Here’s a fun fact: The company that provides massive data storage drives for Hollywood movies like “The LEGO Movie 2” is located in tiny Elsmere, Delaware.
“Search for ‘ZeroWait Delaware’ on Google and then go to the Google Earth location of their office in Elsmere. On the roof you will see written ZeroWait. That is partly because its owner Mike Linett is a pilot and the roof is on an approach to the NCC/Wilmington Airport,” said IncNow President John Williams, who is working with Linett on a new blockchain project.
Now you can see us from space! Painted by Graphic Designer Steven Johnson, and Marketing Director Michael Dawson. Font Size: 8640 Pt (10 Feet Tall)!
Linett founded ZeroWait, an on-site data storage provider, in Hockessin in 1989 — before most people were connected to the internet (then a closed, non-commercial network), a “portable” Macintosh was 16 pounds and cost $6,500, and the old black-and-white Game Boy was brand new.
A 1981 graduate of University of Delaware, he had various tech jobs in the ’80s before starting his own business: “I worked for a few companies from 1981 to ’85 as a programmer, inventory programming and things like that,” he said. The need for on-site data storage was relatively new, but it would grow dramatically.

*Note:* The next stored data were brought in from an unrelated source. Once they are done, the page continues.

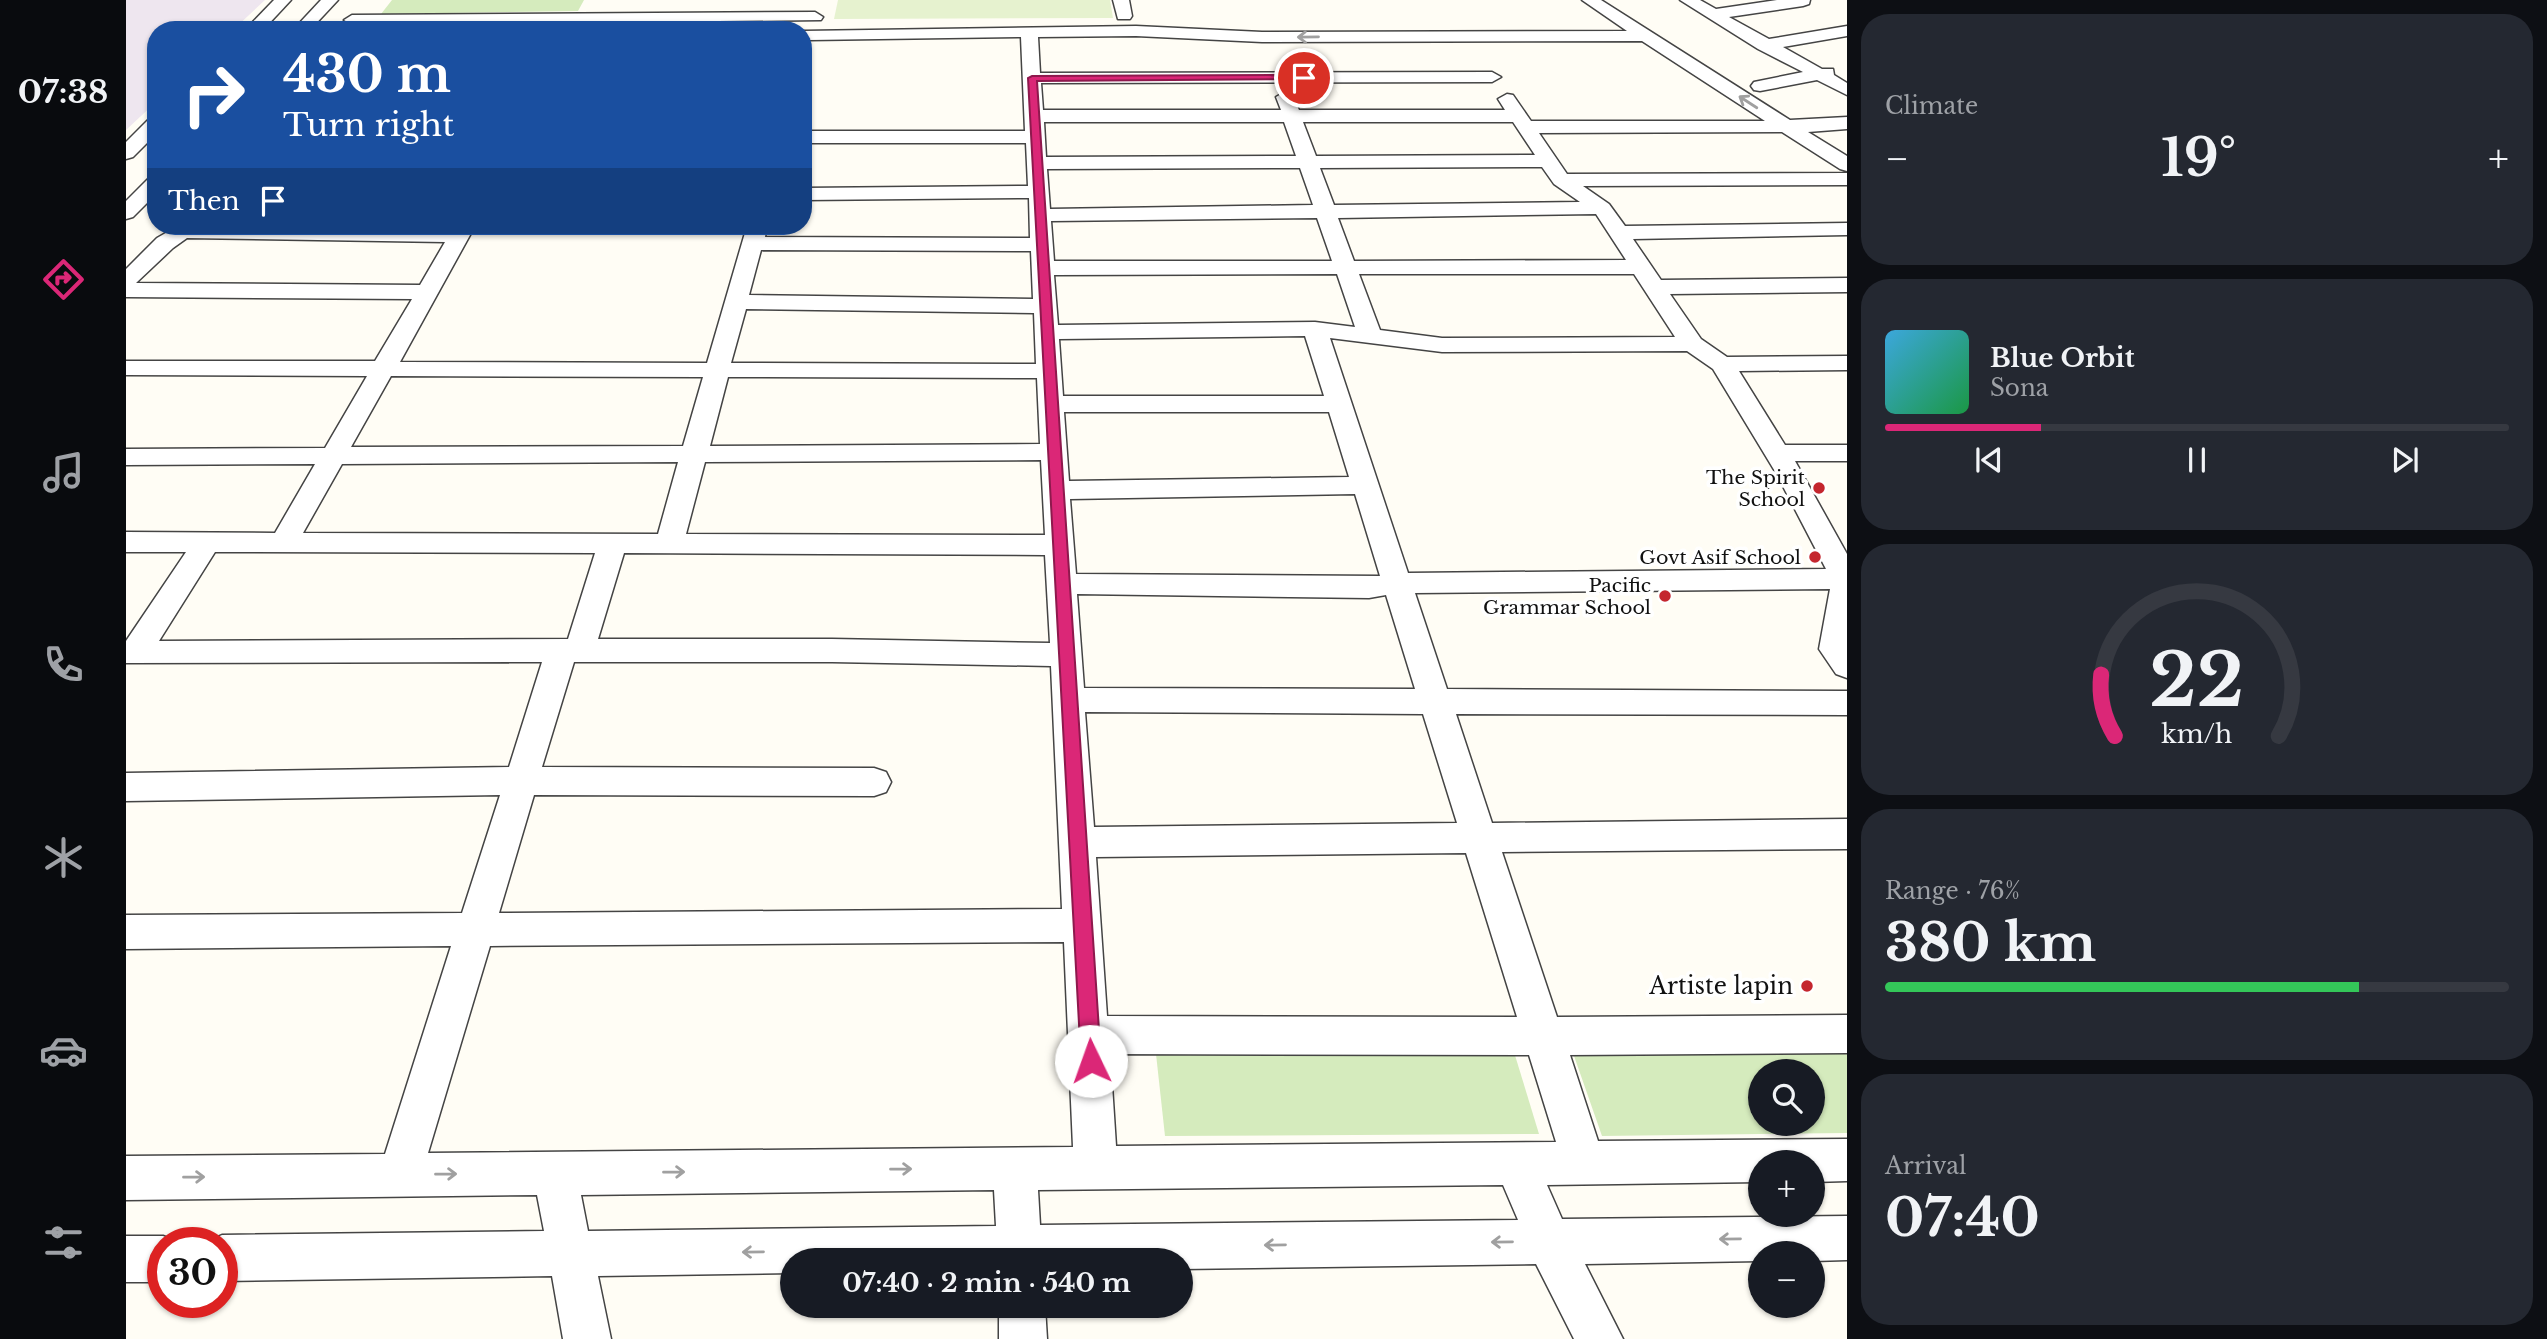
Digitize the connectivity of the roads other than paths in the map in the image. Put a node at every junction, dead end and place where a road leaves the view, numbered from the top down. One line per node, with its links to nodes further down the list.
1 (284, 0): 12 (street)
2 (330, 0): 13 (street)
3 (371, 0): 14 (street)
4 (593, 0): 15 (street)
5 (820, 0): 11 (street)
6 (1590, 0): 17 (street)
7 (1622, 0): 19 (street)
8 (1688, 0): 10 (street)
9 (1806, 3): 10 (street)
10 (1713, 14): 26 (street)
11 (815, 18): 16 (street); 18 (street)
12 (262, 21)
13 (310, 21)
14 (352, 21)
15 (581, 21)
16 (714, 21)
17 (1629, 24): 19 (street); 22 (street)
18 (812, 28)
19 (1651, 28): 23 (street); 36 (street, one-way to 19)
20 (1847, 31): 26 (street)
21 (1029, 32): 22 (street); 24 (street); 30 (street)
22 (1136, 32): 25 (street)
23 (1464, 34): 25 (street, one-way to 25); 29 (street)
24 (812, 35)
25 (1262, 37): 31 (street)
26 (1764, 45): 28 (street)
27 (1847, 70): 28 (street)
28 (1818, 75): 32 (street); 37 (street)
29 (1492, 77): 31 (street); 34 (street)
30 (1032, 78): 31 (street); 44 (street)
31 (1278, 78): 33 (street)
32 (1847, 90)
33 (1292, 116): 34 (street); 43 (street); 44 (street)
34 (1521, 122): 36 (street); 42 (street)
35 (1847, 122): 37 (street)
36 (1786, 126): 37 (street); 45 (street)
37 (1825, 126): 40 (street)
38 (147, 133): 41 (street)
39 (812, 138): 44 (street)
40 (1847, 139)
41 (126, 153)
42 (1547, 161): 43 (street); 47 (street)
43 (1308, 162): 44 (street); 51 (street)
44 (1037, 164): 49 (street); 51 (street); 58 (street)
45 (1847, 165)
46 (1847, 179): 47 (street)
47 (1560, 180): 50 (street)
48 (147, 191): 52 (street)
49 (812, 193)
50 (1602, 208): 51 (street); 54 (street)
51 (1326, 211): 60 (street)
52 (126, 213)
53 (1847, 229): 54 (street)
54 (1618, 233): 59 (street)
55 (179, 235): 61 (street)
56 (460, 235): 65 (street)
57 (754, 235): 58 (street); 66 (street)
58 (1043, 256): 60 (street); 67 (street)
59 (1641, 267): 60 (street); 63 (street)
60 (1346, 268): 69 (street)
61 (126, 281)
62 (1847, 285): 63 (street)
63 (1654, 287): 70 (street)
64 (126, 290): 65 (street)
65 (427, 292): 74 (street)
66 (736, 302): 67 (street); 75 (street)
67 (1046, 319): 68 (street); 76 (street)
68 (1315, 329): 69 (street); 78 (street)
69 (1370, 336): 70 (street)
70 (1692, 344): 72 (street)
71 (1847, 363): 72 (street)
72 (1722, 364): 80 (street)
73 (126, 368): 74 (street)
74 (383, 369): 75 (street); 83 (street)
75 (717, 370): 76 (street); 82 (street)
76 (1049, 371): 77 (street)
77 (1052, 404): 78 (street); 79 (street)
78 (1340, 404): 85 (street)
79 (1055, 452): 82 (street); 86 (street)
80 (1777, 453): 81 (street); 88 (street)
81 (1847, 453)
82 (694, 454): 83 (street); 92 (street)
83 (333, 456): 84 (street); 90 (street)
84 (126, 457)
85 (1366, 485): 86 (street); 95 (street)
86 (1057, 489): 93 (street)
87 (126, 542): 89 (street)
88 (1837, 542): 94 (street)
89 (206, 544): 90 (street); 98 (street)
90 (283, 544): 91 (street)
91 (612, 545): 92 (street); 97 (street)
92 (669, 545): 93 (street)
93 (1060, 545): 96 (street)
94 (1846, 579): 95 (street); 100 (street)
95 (1398, 583): 96 (street); 102 (street)
96 (1062, 584): 99 (street)
97 (571, 649): 98 (street); 99 (street); 104 (street)
98 (131, 652)
99 (1067, 654): 101 (street)
100 (1843, 655)
101 (1070, 700): 102 (street); 109 (street)
102 (1436, 701): 103 (street); 108 (street)
103 (1847, 703)
104 (521, 781): 105 (street); 106 (street); 111 (street)
105 (874, 782)
106 (126, 787)
107 (1847, 834): 108 (street)
108 (1480, 838): 109 (street); 115 (street)
109 (1078, 842): 110 (street)
110 (1083, 925): 111 (street); 114 (street)
111 (475, 929): 112 (street); 122 (street)
112 (126, 932)
113 (1847, 1034): 115 (street)
114 (1090, 1035): 115 (street); 119 (street)
115 (1545, 1036): 117 (street)
116 (1847, 1160): 117 (street)
117 (1584, 1162): 118 (street)
118 (1516, 1163): 119 (street); 125 (street)
119 (1096, 1167): 120 (street)
120 (1014, 1168): 121 (street, one-way to 120); 126 (street)
121 (555, 1173): 122 (street, one-way to 121); 128 (street)
122 (400, 1175): 123 (street, one-way to 122)
123 (126, 1178)
124 (1847, 1238): 125 (street, one-way to 125)
125 (1549, 1242): 127 (street, one-way to 127); 136 (street)
126 (1019, 1248)
127 (1193, 1250)
128 (572, 1254): 129 (street, one-way to 128); 130 (street); 134 (street)
129 (780, 1254)
130 (238, 1258)
131 (126, 1259): 132 (street)
132 (147, 1259)
133 (1022, 1318): 135 (street)
134 (587, 1339)
135 (1023, 1339)
136 (1599, 1339)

ZeroWait has clients all over the world, including movie companies, gaming companies, mining companies and security camera storage for large retail spaces like the Valley Forge Mall.
“We used to think that a terabyte was a lot of data,” Linett said. “Now we sell multiple petabytes.” (For perspective, each petabyte is one million gigabytes.)
And, as storage becomes more affordable when it comes to phones and laptops, it’s also gotten more affordable as technology like digital animation evolves.
“Movies used to buy a terabyte for $600,000,” he said. “The newest LEGO movie uses 20 petabytes, each costing about $100,000.” The 2009 movie “Avatar,” with its “3D fusion technique,” came in at just over one petabyte — and it blew people’s minds.
It’s safe to say that by picking the network storage industry 30 years ago, Linett backed the right horse, but businesses don’t last on good ideas alone. It’s uncommon for any tech company to last as long as ZeroWait has, especially as technology evolves.
Linett’s words on how to sustain a company could apply to virtually any kind of successful business:
- “We listen to what our customers want us to do, and follow the 80/20 rule — that 80 percent of our business comes from 20 percent of our customers” (aka the Pareto principle).
- “We’ll try five new things a year; occasionally one of those things hits and hits big.”
- “Remember that every year you’ll lose 15 percent of your customers, but you’ll gain 15 percent in new ones” — if you’re doing it right, that is.
Treating employees well can help a business grow, too.
“If an engineer went to work for a movie company or a gaming company we would gain that company as a client,” Linett said, because that engineer left on good terms and recommended that their new employer hire their old.
And then there are the fun, personal touches that keep clients coming back. The B2B world can be cold, but Linett likes to tuck treats into packages for customers. Their trademark treat is boxes of Jelly Bellies.
“Back in 2002 or so we sent some of those ‘make-your-own’ M&Ms with your logo on them to a customer in India,” he said. “When they got there, they were like soup, so we switched to jelly beans.” Now, when he visits clients, he sees boxes of leftover Jelly Bellies in their offices.
As tech continues to evolve, Linett keeps his eye on new niches for the company. For instance, as blockchain becomes more and more common beyond Bitcoin, it needs more storage. Williams said he and Linett are exploring some legal tech ideas related to blockchain and the Series LLC.